Ai domiciliari i due fruttivendoli finiti in carcere lunedì

Erano stati arrestati per occupazione abusiva di suolo pubblico e reiterate violazioni dei sigilli. Ai domiciliari finite altre tre persone

Cronaca
Molfetta sabato 12 novembre 2011
di La Redazione
© Carabinieri

Fine della detenzione in carcere per il 24enne e il 46enne arrestati lunedì dai Carabinieri nell'ambito di un'inchiesta della procura di Trani sul commercio di ortofrutta. In tutto cinque le misure di custodia cautelare (le altre tre a domicilio).

La scarcerazione è stata accordata dal gip del tribunale su istanza dei legali. Restano ai domiciliari D. M. (43), N. S. (38) ed A. T. (48), tutti di Molfetta.

I cinque arrestati sono ritenuti responsabili - a vario titolo - di occupazione abusiva di suolo pubblico e di reiterate violazioni dei sigilli delle aree pubbliche sottoposte a sequestro preventivo durante "Piazza pulita". L'operazione in materia di commercio è stata eseguita a più riprese a partire dal mese di giugno dell 2010.

Arresti e sigilli si sono succeduti in un anno e mezzo. In alcuni casi, secondo gli inquirenti si sarebbe continuato a vendere frutta e verdura su zone sequestrate.

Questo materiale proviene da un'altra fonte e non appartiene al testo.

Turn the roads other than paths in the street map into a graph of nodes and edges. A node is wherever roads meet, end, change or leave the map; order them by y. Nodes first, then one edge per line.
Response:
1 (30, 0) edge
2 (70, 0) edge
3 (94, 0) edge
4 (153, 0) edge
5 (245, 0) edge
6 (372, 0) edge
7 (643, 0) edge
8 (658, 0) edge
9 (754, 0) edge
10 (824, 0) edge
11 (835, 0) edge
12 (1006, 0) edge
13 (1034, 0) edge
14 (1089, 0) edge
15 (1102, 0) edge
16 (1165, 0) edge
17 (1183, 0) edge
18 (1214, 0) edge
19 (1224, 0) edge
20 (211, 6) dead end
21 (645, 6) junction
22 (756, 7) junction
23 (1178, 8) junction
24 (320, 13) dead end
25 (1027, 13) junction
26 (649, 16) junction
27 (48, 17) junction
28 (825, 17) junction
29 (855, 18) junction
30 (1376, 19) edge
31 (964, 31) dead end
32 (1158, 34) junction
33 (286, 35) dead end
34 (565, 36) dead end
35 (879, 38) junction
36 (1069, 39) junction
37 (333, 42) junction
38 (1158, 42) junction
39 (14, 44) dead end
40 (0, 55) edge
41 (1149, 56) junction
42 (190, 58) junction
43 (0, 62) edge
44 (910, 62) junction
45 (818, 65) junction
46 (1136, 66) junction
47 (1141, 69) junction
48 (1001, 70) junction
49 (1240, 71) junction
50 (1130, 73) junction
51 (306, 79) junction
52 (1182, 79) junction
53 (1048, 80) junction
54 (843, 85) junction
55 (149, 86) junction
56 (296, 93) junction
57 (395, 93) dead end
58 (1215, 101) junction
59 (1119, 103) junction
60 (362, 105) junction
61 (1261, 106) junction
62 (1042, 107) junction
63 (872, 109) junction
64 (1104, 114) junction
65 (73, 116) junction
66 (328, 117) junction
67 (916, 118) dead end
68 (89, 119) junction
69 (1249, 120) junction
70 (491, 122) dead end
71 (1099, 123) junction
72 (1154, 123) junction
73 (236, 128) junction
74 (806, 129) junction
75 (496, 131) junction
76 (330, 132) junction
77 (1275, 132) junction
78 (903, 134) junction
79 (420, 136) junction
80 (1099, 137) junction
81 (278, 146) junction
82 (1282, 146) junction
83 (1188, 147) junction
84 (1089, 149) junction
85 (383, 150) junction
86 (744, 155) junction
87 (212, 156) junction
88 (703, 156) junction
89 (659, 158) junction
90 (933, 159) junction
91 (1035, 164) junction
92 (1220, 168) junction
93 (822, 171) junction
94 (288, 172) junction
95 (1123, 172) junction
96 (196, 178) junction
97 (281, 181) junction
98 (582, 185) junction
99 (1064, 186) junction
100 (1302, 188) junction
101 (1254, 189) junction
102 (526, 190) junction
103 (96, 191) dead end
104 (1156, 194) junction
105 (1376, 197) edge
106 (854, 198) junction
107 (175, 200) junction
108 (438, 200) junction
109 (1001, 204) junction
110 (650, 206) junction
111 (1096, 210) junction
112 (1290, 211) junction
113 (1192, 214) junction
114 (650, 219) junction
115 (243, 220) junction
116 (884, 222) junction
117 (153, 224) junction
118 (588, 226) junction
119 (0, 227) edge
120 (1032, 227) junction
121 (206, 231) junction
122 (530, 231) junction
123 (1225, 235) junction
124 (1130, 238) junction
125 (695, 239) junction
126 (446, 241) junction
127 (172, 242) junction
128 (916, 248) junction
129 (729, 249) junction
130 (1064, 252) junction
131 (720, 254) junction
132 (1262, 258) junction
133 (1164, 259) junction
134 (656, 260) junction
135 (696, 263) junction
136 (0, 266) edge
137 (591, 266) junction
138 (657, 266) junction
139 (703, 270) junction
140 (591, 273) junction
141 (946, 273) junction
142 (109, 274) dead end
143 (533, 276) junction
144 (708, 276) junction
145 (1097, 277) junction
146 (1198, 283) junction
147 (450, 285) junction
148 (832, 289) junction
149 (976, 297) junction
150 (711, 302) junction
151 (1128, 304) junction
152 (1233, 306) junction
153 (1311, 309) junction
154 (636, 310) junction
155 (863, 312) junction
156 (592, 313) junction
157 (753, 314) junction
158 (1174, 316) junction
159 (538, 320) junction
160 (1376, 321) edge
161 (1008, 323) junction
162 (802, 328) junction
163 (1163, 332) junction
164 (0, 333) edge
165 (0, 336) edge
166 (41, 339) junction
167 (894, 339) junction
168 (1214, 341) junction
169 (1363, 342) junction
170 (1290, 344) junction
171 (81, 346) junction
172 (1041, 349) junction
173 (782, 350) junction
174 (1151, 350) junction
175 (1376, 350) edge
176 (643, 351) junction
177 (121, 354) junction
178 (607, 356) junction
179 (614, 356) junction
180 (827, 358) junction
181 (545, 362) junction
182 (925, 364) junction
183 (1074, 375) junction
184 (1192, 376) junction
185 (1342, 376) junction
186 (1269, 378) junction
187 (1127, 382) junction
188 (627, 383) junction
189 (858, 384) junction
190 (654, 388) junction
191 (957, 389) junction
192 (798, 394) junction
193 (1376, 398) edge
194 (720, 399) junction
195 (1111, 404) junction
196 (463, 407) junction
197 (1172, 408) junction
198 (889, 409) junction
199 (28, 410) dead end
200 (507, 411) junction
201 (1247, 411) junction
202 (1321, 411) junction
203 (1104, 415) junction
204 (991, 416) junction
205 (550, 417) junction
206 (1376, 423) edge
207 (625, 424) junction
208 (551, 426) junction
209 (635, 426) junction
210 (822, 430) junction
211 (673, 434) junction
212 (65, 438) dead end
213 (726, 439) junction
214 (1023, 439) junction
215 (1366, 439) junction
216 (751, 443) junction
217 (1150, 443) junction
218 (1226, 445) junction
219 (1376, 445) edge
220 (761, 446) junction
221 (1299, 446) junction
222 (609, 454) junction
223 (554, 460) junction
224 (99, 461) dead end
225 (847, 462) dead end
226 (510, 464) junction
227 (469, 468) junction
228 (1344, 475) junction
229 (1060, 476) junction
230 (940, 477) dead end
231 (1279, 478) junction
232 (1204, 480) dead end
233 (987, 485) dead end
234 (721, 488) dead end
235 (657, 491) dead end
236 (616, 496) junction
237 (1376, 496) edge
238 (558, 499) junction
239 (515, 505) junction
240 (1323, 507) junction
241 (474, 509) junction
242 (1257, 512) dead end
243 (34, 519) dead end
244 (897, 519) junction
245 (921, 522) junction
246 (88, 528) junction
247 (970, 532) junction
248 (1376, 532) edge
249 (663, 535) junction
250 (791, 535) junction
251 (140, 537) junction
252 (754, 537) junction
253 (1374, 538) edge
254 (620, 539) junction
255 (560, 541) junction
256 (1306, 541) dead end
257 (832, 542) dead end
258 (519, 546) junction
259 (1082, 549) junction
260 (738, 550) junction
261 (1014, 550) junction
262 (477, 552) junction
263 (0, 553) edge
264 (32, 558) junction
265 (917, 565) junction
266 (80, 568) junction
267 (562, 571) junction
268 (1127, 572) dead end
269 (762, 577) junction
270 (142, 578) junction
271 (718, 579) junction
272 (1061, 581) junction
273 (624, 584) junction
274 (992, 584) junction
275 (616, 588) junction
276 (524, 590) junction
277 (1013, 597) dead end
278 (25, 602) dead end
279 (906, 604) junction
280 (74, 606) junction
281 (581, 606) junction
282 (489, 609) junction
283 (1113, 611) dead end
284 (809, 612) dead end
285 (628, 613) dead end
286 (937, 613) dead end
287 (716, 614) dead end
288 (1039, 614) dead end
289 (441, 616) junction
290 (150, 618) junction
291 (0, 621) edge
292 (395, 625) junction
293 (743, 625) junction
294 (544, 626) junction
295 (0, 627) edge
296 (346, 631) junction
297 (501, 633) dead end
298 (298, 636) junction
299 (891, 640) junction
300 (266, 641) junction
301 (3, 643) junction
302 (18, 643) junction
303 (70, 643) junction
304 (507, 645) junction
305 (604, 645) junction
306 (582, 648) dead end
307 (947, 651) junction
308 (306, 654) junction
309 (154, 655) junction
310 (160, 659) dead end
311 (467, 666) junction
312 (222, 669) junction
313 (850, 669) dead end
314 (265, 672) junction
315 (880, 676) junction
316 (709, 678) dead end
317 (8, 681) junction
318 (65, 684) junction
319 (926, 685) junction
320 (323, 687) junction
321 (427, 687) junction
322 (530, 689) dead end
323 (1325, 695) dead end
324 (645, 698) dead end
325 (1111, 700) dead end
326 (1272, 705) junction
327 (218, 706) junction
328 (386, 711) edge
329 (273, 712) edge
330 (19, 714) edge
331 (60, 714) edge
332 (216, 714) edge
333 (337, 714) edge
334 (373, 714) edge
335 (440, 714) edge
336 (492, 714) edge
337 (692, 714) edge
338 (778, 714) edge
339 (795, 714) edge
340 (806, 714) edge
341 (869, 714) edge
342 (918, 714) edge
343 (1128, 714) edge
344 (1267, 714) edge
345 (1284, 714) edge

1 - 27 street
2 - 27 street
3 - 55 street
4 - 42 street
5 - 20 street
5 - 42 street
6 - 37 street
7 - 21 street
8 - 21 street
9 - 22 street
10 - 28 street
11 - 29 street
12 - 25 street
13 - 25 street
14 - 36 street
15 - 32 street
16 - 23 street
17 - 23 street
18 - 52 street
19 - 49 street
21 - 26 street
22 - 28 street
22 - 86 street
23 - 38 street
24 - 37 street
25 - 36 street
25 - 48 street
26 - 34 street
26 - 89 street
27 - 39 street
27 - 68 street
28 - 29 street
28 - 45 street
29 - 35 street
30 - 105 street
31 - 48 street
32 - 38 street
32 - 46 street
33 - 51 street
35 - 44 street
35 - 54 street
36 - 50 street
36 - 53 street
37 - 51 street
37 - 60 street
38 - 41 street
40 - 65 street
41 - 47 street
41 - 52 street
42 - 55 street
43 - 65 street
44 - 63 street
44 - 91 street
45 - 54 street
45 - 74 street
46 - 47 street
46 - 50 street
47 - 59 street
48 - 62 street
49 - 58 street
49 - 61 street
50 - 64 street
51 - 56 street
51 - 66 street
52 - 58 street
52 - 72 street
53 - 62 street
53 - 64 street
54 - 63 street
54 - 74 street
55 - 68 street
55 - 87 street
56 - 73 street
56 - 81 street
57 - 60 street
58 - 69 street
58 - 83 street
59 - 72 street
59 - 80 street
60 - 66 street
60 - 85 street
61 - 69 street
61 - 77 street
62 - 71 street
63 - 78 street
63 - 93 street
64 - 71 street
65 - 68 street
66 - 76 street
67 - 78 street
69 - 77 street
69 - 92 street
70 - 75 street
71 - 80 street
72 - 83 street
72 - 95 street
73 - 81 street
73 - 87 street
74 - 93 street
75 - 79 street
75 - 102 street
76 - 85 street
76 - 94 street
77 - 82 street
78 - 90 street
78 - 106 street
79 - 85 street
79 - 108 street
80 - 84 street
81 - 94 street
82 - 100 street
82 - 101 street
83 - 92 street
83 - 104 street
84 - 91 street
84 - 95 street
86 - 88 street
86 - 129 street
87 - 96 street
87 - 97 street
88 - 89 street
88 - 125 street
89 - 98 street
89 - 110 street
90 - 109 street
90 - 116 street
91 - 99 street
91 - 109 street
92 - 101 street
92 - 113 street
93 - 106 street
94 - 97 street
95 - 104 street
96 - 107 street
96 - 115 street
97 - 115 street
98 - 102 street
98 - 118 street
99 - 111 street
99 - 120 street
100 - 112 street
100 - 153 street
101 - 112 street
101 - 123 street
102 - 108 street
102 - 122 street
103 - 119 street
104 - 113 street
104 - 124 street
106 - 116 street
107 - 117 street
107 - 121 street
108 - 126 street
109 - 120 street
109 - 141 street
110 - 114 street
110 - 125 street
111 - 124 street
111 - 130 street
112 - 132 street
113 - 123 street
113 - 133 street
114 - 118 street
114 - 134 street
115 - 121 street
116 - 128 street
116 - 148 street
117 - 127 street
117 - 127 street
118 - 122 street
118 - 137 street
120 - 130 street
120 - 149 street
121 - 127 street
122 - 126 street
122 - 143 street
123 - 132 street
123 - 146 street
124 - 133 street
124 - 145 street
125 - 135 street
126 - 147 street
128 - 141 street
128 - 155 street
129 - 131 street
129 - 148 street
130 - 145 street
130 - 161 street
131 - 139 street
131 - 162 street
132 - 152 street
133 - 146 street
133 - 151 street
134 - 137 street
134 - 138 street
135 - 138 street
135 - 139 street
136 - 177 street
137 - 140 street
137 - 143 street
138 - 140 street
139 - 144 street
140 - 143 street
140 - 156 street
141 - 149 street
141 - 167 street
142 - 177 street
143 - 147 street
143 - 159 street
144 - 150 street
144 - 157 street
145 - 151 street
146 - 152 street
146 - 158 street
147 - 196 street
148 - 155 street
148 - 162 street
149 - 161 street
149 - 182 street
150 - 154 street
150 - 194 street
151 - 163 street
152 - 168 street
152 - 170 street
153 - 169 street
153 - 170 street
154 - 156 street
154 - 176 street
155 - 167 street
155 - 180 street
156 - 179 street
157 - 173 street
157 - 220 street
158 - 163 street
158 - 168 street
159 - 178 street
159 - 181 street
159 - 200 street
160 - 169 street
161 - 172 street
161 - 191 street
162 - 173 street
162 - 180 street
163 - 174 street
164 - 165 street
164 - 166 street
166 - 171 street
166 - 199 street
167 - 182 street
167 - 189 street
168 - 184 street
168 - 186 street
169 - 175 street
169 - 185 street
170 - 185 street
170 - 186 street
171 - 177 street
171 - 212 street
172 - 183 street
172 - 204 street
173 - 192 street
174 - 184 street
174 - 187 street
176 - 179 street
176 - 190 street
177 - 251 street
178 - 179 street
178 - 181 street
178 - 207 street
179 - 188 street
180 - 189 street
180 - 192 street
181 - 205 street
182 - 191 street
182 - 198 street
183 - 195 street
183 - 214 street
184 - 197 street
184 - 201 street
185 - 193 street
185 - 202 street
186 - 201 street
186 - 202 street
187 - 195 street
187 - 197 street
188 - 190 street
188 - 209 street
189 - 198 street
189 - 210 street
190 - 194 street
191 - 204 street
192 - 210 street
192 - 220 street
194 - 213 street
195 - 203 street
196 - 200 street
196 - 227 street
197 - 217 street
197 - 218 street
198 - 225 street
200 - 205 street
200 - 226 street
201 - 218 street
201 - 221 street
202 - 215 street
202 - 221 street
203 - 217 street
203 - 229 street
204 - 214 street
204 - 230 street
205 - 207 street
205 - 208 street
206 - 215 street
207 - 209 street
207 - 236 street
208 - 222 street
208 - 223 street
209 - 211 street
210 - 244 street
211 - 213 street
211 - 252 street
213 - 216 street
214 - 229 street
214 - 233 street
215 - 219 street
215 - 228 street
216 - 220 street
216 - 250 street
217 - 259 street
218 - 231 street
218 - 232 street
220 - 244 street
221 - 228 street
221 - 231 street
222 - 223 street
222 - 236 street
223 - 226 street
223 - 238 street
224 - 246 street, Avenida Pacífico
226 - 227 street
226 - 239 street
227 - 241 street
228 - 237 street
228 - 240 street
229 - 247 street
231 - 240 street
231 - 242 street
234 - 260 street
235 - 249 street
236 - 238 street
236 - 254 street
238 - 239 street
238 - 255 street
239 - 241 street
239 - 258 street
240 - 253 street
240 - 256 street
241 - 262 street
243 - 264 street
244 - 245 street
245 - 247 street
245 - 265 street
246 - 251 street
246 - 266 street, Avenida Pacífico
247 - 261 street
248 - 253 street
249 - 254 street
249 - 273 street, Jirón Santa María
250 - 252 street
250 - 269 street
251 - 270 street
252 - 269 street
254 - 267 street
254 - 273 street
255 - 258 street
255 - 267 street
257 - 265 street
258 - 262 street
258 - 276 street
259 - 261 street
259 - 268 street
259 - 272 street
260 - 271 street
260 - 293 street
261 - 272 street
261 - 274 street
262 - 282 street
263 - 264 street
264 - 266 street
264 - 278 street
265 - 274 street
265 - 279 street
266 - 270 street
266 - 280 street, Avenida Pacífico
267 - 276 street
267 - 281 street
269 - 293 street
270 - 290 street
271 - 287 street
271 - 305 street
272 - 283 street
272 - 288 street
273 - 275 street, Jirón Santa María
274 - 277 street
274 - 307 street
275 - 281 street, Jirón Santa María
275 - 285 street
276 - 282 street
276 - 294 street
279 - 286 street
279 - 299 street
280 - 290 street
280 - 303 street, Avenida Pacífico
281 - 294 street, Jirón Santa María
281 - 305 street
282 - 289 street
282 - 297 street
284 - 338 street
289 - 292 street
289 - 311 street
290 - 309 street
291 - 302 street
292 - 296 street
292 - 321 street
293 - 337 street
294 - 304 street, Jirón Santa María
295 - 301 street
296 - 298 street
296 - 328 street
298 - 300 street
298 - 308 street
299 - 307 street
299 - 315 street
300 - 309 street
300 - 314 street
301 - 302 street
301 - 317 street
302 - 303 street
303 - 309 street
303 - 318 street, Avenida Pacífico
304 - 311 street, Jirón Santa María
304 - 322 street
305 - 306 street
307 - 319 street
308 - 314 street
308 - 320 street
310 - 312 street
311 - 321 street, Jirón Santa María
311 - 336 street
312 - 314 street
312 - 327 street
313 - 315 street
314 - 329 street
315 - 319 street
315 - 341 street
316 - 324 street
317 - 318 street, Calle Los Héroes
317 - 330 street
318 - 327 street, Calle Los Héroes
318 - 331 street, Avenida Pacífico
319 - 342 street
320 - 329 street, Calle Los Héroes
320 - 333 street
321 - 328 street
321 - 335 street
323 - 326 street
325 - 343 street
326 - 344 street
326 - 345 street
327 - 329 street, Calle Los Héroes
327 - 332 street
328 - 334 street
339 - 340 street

Dopo l'istanza di scarcerazione, l'avvocato Maurizio Masellis non esclude di ricorrere al tribunale del Riesame per ottenere il ritorno in libertà dei suoi assistiti. Si punterà presumibilmente sulla valutazione di «allarme sociale» e sulle motivazioni («di natura lavorativa») che avrebbero spinto gli indagati alle violazioni.